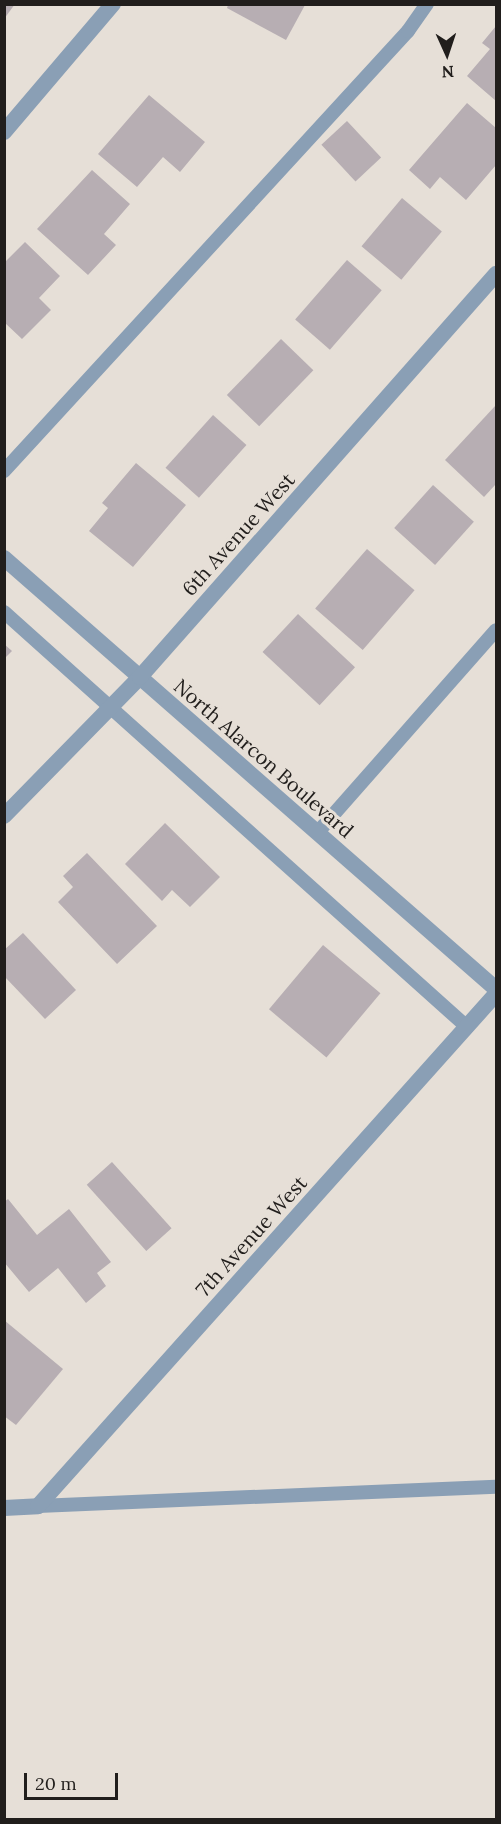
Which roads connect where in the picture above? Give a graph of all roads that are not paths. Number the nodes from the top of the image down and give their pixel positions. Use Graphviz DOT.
graph roads {
  1 [pos="113,4"];
  2 [pos="427,4"];
  3 [pos="4,132"];
  4 [pos="496,274"];
  5 [pos="4,471"];
  6 [pos="4,558"];
  7 [pos="4,612"];
  8 [pos="496,630"];
  9 [pos="140,677"];
  10 [pos="110,708"];
  11 [pos="4,816"];
  12 [pos="318,832"];
  13 [pos="496,989"];
  14 [pos="496,994"];
  15 [pos="467,1027"];
  16 [pos="496,1487"];
  17 [pos="38,1506"];
  18 [pos="4,1508"];
  1 -- 3 [label="street"];
  2 -- 5 [label="lane"];
  4 -- 9 [label="street, 6th Avenue West"];
  6 -- 9 [label="street, North Alarcon Boulevard"];
  7 -- 10 [label="lane"];
  8 -- 12 [label="lane"];
  9 -- 10 [label="street, 6th Avenue West"];
  9 -- 12 [label="street, North Alarcon Boulevard"];
  10 -- 11 [label="street, 6th Avenue West"];
  10 -- 15 [label="lane"];
  12 -- 13 [label="street, North Alarcon Boulevard"];
  14 -- 15 [label="street, 7th Avenue West"];
  15 -- 17 [label="street, 7th Avenue West"];
  16 -- 17 [label="lane"];
  17 -- 18 [label="street"];
}
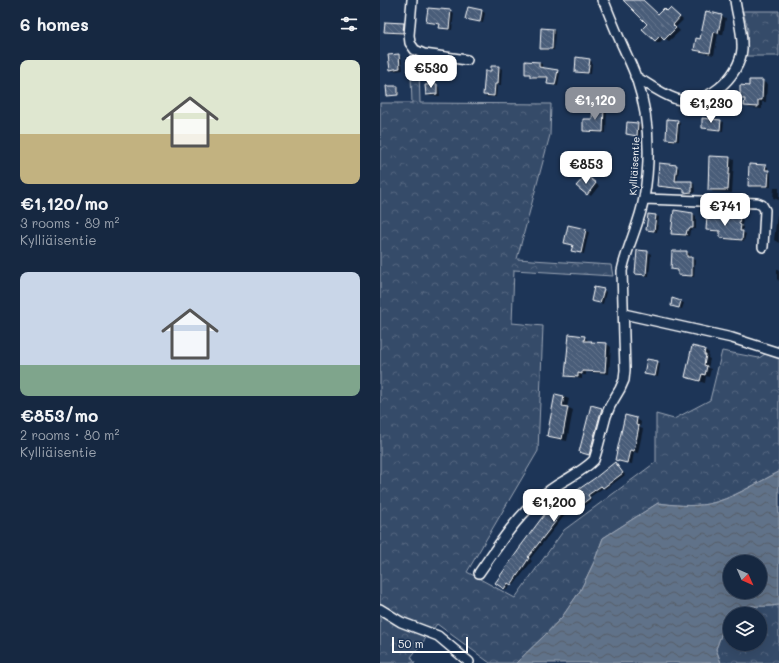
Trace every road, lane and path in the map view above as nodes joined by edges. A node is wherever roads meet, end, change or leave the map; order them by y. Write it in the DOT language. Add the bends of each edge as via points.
graph roads {
  1 [pos="412,0"];
  2 [pos="602,0"];
  3 [pos="735,0"];
  4 [pos="467,60"];
  5 [pos="635,76"];
  6 [pos="644,199"];
  7 [pos="763,247"];
  8 [pos="624,314"];
  9 [pos="779,353"];
  10 [pos="479,572"];
  11 [pos="380,609"];
  12 [pos="469,662"];
  1 -- 4 [label="street" via="409,35 415,50 424,54"];
  2 -- 5 [label="street, Kylliäisentie"];
  3 -- 5 [label="street" via="742,50 738,66 728,80 716,90 702,98 677,99"];
  5 -- 6 [label="street, Kylliäisentie" via="647,129 647,176"];
  6 -- 7 [label="street" via="762,205 765,210"];
  6 -- 8 [label="street, Kylliäisentie" via="622,271"];
  8 -- 9 [label="street" via="732,338"];
  8 -- 10 [label="street, Kylliäisentie" via="624,380 610,406 594,460 534,503 513,526"];
  11 -- 12 [label="street" via="401,622 438,636"];
}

########################################

> [Problem description]
Leave the pictures out and write out every entry exactly as given.

> [Answer below]
Which roads connect where in the picture above? Give a graph of all roads that are not paths. Number the nodes from the top of the image down and give their pixel positions. Use Graphviz DOT.
graph roads {
  1 [pos="113,4"];
  2 [pos="427,4"];
  3 [pos="4,132"];
  4 [pos="496,274"];
  5 [pos="4,471"];
  6 [pos="4,558"];
  7 [pos="4,612"];
  8 [pos="496,630"];
  9 [pos="140,677"];
  10 [pos="110,708"];
  11 [pos="4,816"];
  12 [pos="318,832"];
  13 [pos="496,989"];
  14 [pos="496,994"];
  15 [pos="467,1027"];
  16 [pos="496,1487"];
  17 [pos="38,1506"];
  18 [pos="4,1508"];
  1 -- 3 [label="street"];
  2 -- 5 [label="lane"];
  4 -- 9 [label="street, 6th Avenue West"];
  6 -- 9 [label="street, North Alarcon Boulevard"];
  7 -- 10 [label="lane"];
  8 -- 12 [label="lane"];
  9 -- 10 [label="street, 6th Avenue West"];
  9 -- 12 [label="street, North Alarcon Boulevard"];
  10 -- 11 [label="street, 6th Avenue West"];
  10 -- 15 [label="lane"];
  12 -- 13 [label="street, North Alarcon Boulevard"];
  14 -- 15 [label="street, 7th Avenue West"];
  15 -- 17 [label="street, 7th Avenue West"];
  16 -- 17 [label="lane"];
  17 -- 18 [label="street"];
}
Trace every road, lane and path in the map view above as nodes joined by edges. A node is wherever roads meet, end, change or leave the map; order them by y. Write it in the DOT language. Add the bends of each edge as via points.
graph roads {
  1 [pos="412,0"];
  2 [pos="602,0"];
  3 [pos="735,0"];
  4 [pos="467,60"];
  5 [pos="635,76"];
  6 [pos="644,199"];
  7 [pos="763,247"];
  8 [pos="624,314"];
  9 [pos="779,353"];
  10 [pos="479,572"];
  11 [pos="380,609"];
  12 [pos="469,662"];
  1 -- 4 [label="street" via="409,35 415,50 424,54"];
  2 -- 5 [label="street, Kylliäisentie"];
  3 -- 5 [label="street" via="742,50 738,66 728,80 716,90 702,98 677,99"];
  5 -- 6 [label="street, Kylliäisentie" via="647,129 647,176"];
  6 -- 7 [label="street" via="762,205 765,210"];
  6 -- 8 [label="street, Kylliäisentie" via="622,271"];
  8 -- 9 [label="street" via="732,338"];
  8 -- 10 [label="street, Kylliäisentie" via="624,380 610,406 594,460 534,503 513,526"];
  11 -- 12 [label="street" via="401,622 438,636"];
}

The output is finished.